Giulia, quando la malattia
diventa un inno alla vita

«Un gancio in mezzo al cielo. Storie di speranza» è il concorso artistico-letterario voluto e organizzato da «conGiulia onlus», l’associazione a cui hanno dato vita i genitori di Giulia Gabrieli, portata via tre anni fa, a soli 14 anni, da un tumore.

Il concorso «Un gancio in mezzo al cielo. Storie di speranza» mutua il titolo dal libro testimonianza scritto da Giulia e si rivolge a tutti gli studenti delle scuole primarie e secondarie che hanno vissuto direttamente la malattia o che ne hanno fatto esperienza attraverso un amico, un familiare, un conoscente, oppure semplicemente vogliono dare una libera e inedita chiave di lettura a vicende di sofferenza.

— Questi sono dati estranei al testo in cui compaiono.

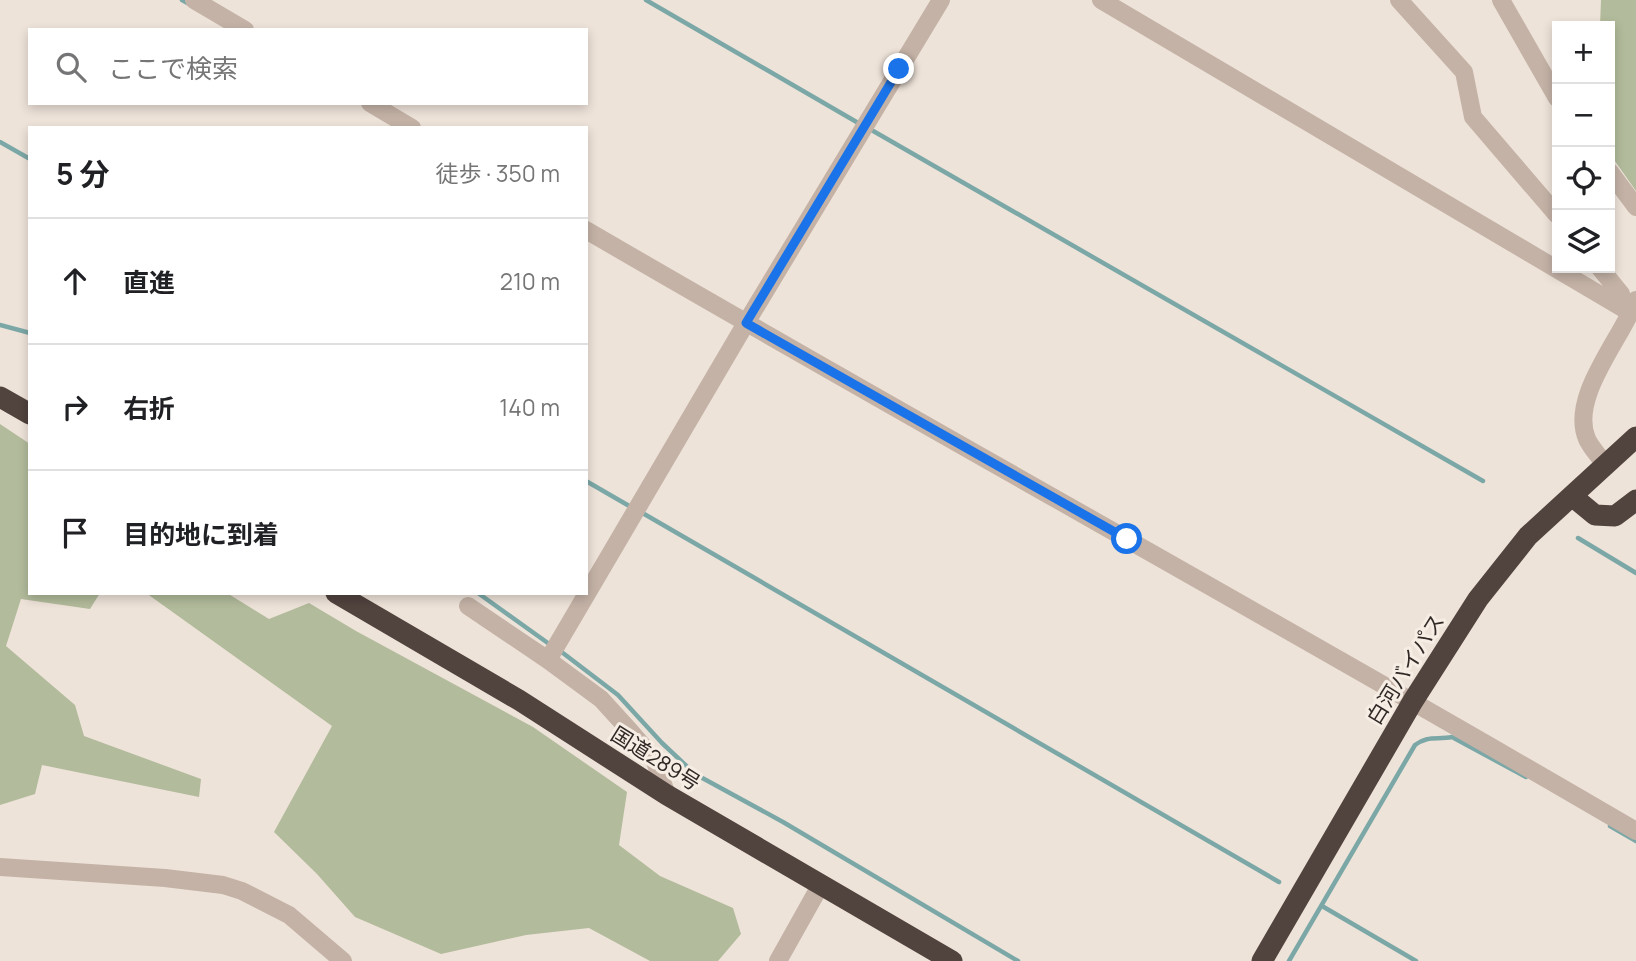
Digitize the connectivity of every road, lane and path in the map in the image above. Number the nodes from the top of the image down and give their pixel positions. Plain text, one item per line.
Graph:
1 (194, 0) edge
2 (941, 0) edge
3 (1101, 0) edge
4 (1399, 0) edge
5 (1501, 0) edge
6 (242, 28) edge
7 (1552, 89) edge
8 (373, 105) edge
9 (409, 126) edge
10 (1615, 179) edge
11 (1636, 207) edge
12 (1553, 210) edge
13 (588, 231) edge
14 (1604, 273) edge
15 (1631, 307) edge
16 (746, 323) junction
17 (0, 397) edge
18 (28, 413) edge
19 (1636, 437) edge
20 (1606, 466) junction
21 (1572, 496) junction
22 (1636, 500) edge
23 (588, 592) edge
24 (339, 595) edge
25 (586, 595) edge
26 (468, 606) dead end
27 (548, 660) junction
28 (1413, 701) junction
29 (667, 795) junction
30 (1636, 831) edge
31 (0, 867) edge
32 (820, 886) junction
33 (342, 961) edge
34 (778, 961) edge
35 (952, 961) edge
36 (1262, 961) edge

1 - 6 street
2 - 16 street
3 - 15 street
4 - 12 street
5 - 7 street
8 - 9 street
10 - 11 street
13 - 16 street
14 - 15 street
15 - 20 street
16 - 23 street
16 - 28 street
17 - 18 highway
19 - 20 highway, 白河バイパス
20 - 21 highway, 白河バイパス
21 - 22 highway
21 - 28 highway, 白河バイパス
24 - 29 highway, 国道289号
25 - 27 street
26 - 27 street
27 - 29 street
28 - 30 street
28 - 36 highway, 白河バイパス
29 - 32 highway, 国道289号
31 - 33 street
32 - 34 street
32 - 35 highway, 国道289号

Per informazioni su tutti i progetti dell’Associazione «conGiulia», sui tempi e le modalità di partecipazione al concorso «Un gancio in mezzo al cielo. Storie di speranza» consultare il sito internet dell’associazione oppure scrivere alla posta elettronica [email protected].

E in occasione delle iscrizioni al concorso, Antonio Gabrieli, papà di Giulia, ha scritto a L’Eco di Bergamo. «Il fatto è che la gente ha paura della malattia, della sofferenza. Ci sono molti malati che restano soli, tutti i loro amici spariscono, spaventati. Non bisogna avere paura! È proprio questo allontanamento che mette timore a noi malati. Se invece gli altri ci stanno vicino, ci vengono accanto, ci mettono una mano sulla spalla e ci dicono «Dai che ce la fai!», è quello che ci dà la forza di andare avanti. Se questo non succede ti chiedi: perché vanno così lontano? Se loro, che non sono coinvolti in prima persona, hanno paura, allora devo temere anch’io… Perché dovrei lottare per la guarigione se nessuno mi sta accanto?»

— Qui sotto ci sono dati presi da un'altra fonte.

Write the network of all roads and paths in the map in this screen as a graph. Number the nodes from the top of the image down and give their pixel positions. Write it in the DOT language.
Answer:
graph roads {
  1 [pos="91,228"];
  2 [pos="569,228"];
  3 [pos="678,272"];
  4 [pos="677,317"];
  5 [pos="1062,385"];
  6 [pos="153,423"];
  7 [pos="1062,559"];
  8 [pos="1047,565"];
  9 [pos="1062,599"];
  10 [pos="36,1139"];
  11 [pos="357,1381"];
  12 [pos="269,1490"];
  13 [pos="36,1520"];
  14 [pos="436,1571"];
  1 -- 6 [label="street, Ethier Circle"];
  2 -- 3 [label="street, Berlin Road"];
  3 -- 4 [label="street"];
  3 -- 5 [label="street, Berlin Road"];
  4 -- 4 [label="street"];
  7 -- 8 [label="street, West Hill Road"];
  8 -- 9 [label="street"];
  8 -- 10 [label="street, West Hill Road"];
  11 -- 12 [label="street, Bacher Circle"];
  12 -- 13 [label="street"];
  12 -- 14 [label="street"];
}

«Quanta dannata verità c’è in queste righe che Giulia ha scritto e consegnato a noi nel suo libro «Un gancio in mezzo al cielo». Non bisogna avere paura! Sì, facile a dirsi, difficile a farsi. Se poi la persona coinvolta è tua figlia di dodici-quattordici anni… Ti sembra impossibile e anche poco razionale che questo possa accadere. Non avere paura…».

«E invece… Invece se non fosse successo a me di vivere tutto ciò, non avrei mai creduto che questo potesse accadere. Merito di Giulia sicuramente. Lei ha saputo trasformare i suoi due anni di malattia in un Inno alla vita. Come è stato possibile? Non so, le risposte possono essere tante, la mia è una sola. Giulia ha saputo mettere al centro di sé l’altro, la persona, non la malattia. Un’infinità di relazioni e di amicizie di Giulia sono nate proprio nella malattia. «Io non ho avuto nessuno che si è allontanato da me, anzi estranei, persone che non conoscevo, si sono avvicinati a me. Ma non tutti sono così fortunati. Io, invece, vorrei che fosse così per tutti…».

«Questo è possibile solo se hai la forza e la determinazione di non isolarti, di mantenere aperte le relazioni e la capacità di costruirne delle nuove. Sì, anche attraverso la sofferenza. Fondamentale è la condivisione. La possibilità di avere un contesto familiare, sociale e di amicizie, che ti sostiene in quel particolare cammino, senza porsi il problema di quale sarà la meta. La gioia se condivisa si amplifica, la sofferenza se la condividi non si dimezza, ma ti permette di non esserne schiacciato. E non pensiate che si abbia necessità di chissà quali gesti. No, no, si ha solo bisogno di gesti quotidiani, a volte è sufficiente un colpetto sulla spalla o un semplice abbraccio...».

«Ah, che non si dica «facile per Giulia. Con la sua grande fede…». Indubbiamente l’ha avuta, ma se questo Dio di Giulia, che certamente non ha cambiato la sostanza degli eventi, ha fatto sì che lei, in modo libero e sereno, dialogasse con la morte mantenendo sempre il suo gioioso sorriso, allora è lecito dire che anch’io ho sete di questo Dio».